Les iPod peuvent lire de la haute-définition (AAC), un délice pour les oreilles.

Pour résumer, si vous écoutez un .mp3 avec un casque moyenne gamme ou simple écouteur, vous pouvez soit rester avec votre mp3 classique ou vous faire plaisir avec un iPod Shuffle ou Nano.
Si vous avez une playlist impressionnante, l'iPod classic reste une bonne alternative.
Pour varier les plaisir (jeux, musiques, films,..), optez pour un iPod Touch.

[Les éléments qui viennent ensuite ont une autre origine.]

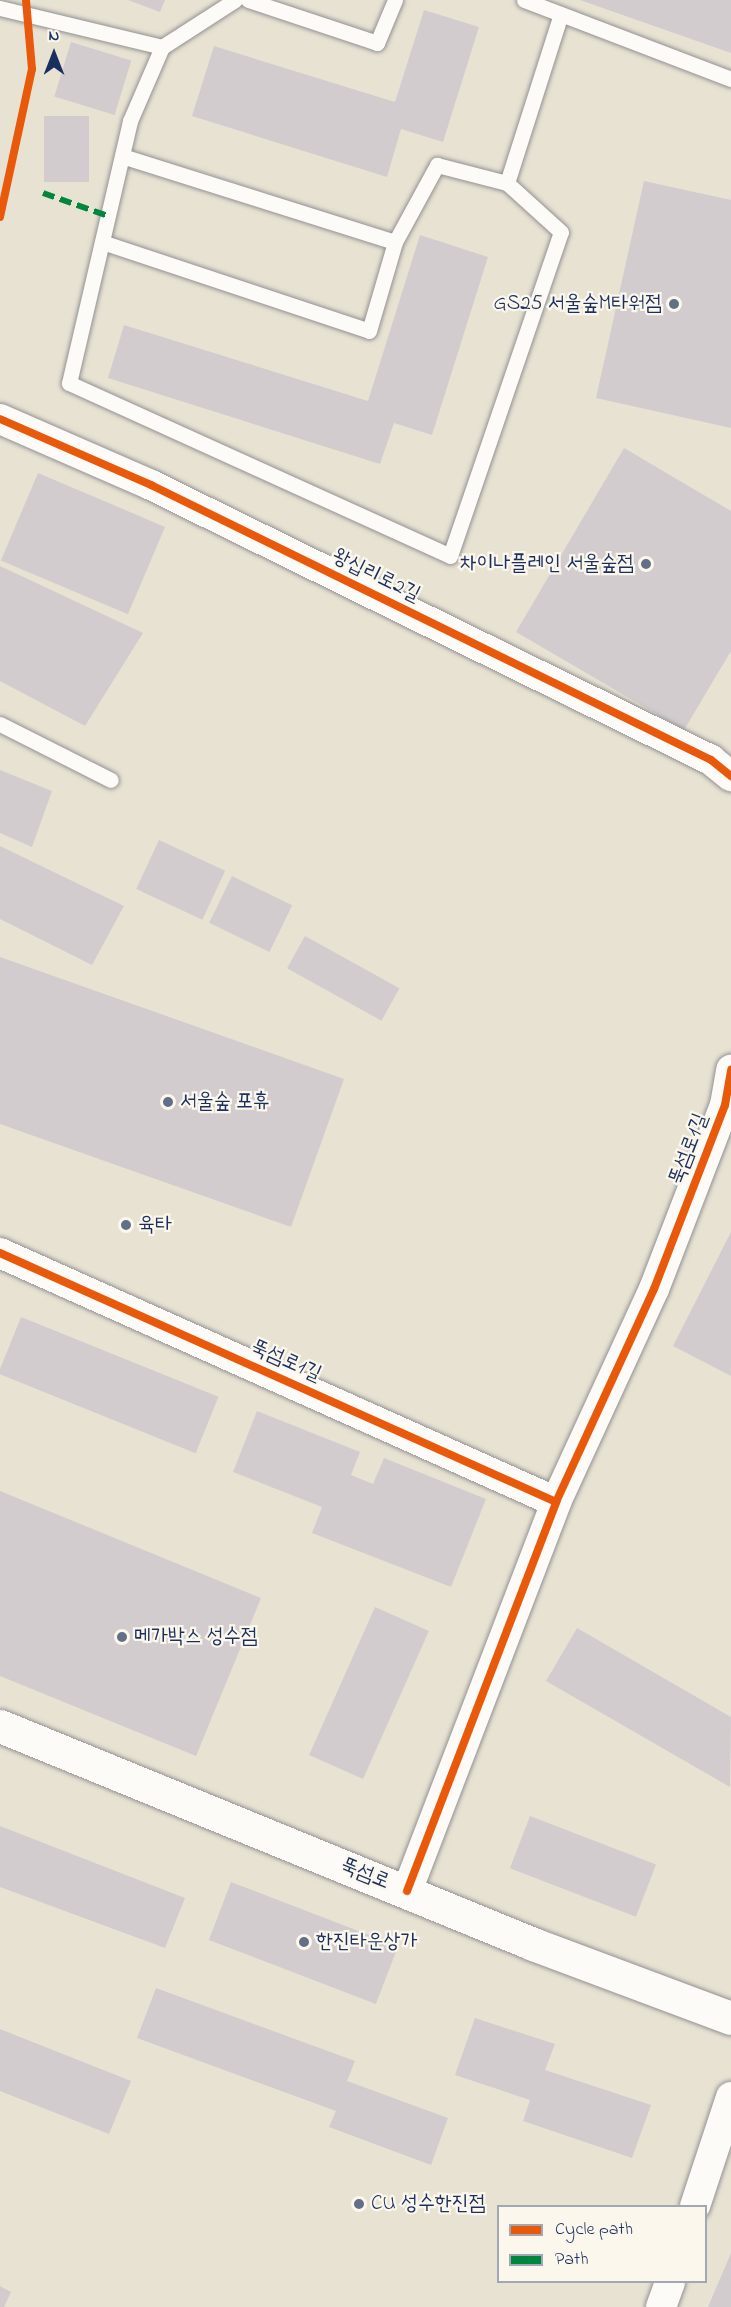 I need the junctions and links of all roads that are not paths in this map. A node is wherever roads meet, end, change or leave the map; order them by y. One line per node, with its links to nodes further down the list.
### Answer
1 (235, 0): 7 (lane)
2 (248, 0): 3 (lane)
3 (395, 0)
4 (524, 0): 6 (lane)
5 (0, 8): 7 (lane)
6 (561, 14): 8 (lane); 10 (lane)
7 (162, 47): 9 (lane)
8 (731, 79)
9 (122, 156): 11 (lane); 12 (lane)
10 (507, 183): 11 (lane); 12 (lane)
11 (102, 242): 12 (lane)
12 (394, 242)
13 (0, 418): 15 (street, 왕십리로2길)
14 (0, 724): 16 (lane)
15 (731, 776)
16 (111, 780)
17 (731, 1070): 18 (street, 뚝섬로1길)
18 (728, 1106): 20 (street, 뚝섬로1길)
19 (0, 1252): 20 (street, 뚝섬로1길)
20 (556, 1502): 22 (street, 뚝섬로1길)
21 (0, 1726): 22 (main road, 뚝섬로)
22 (407, 1891): 23 (main road, 뚝섬로)
23 (731, 2018)
24 (731, 2097): 25 (street)
25 (695, 2205)
26 (670, 2283): 27 (street)
27 (662, 2307)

Vous êtes sur un forum dédié à Apple, donc il est difficile d'avoir un avis objective mais peu de gens reviennent en arrière après avoir utiliser un iPod.

bad


----------



## Lauange (1 Décembre 2012)

caramelfemme a dit:


> Bonjour! J'ai un lecteur MP3 normal. Ai-je besoin d'un iPod? Ipods sont vraiment mieux? Merci!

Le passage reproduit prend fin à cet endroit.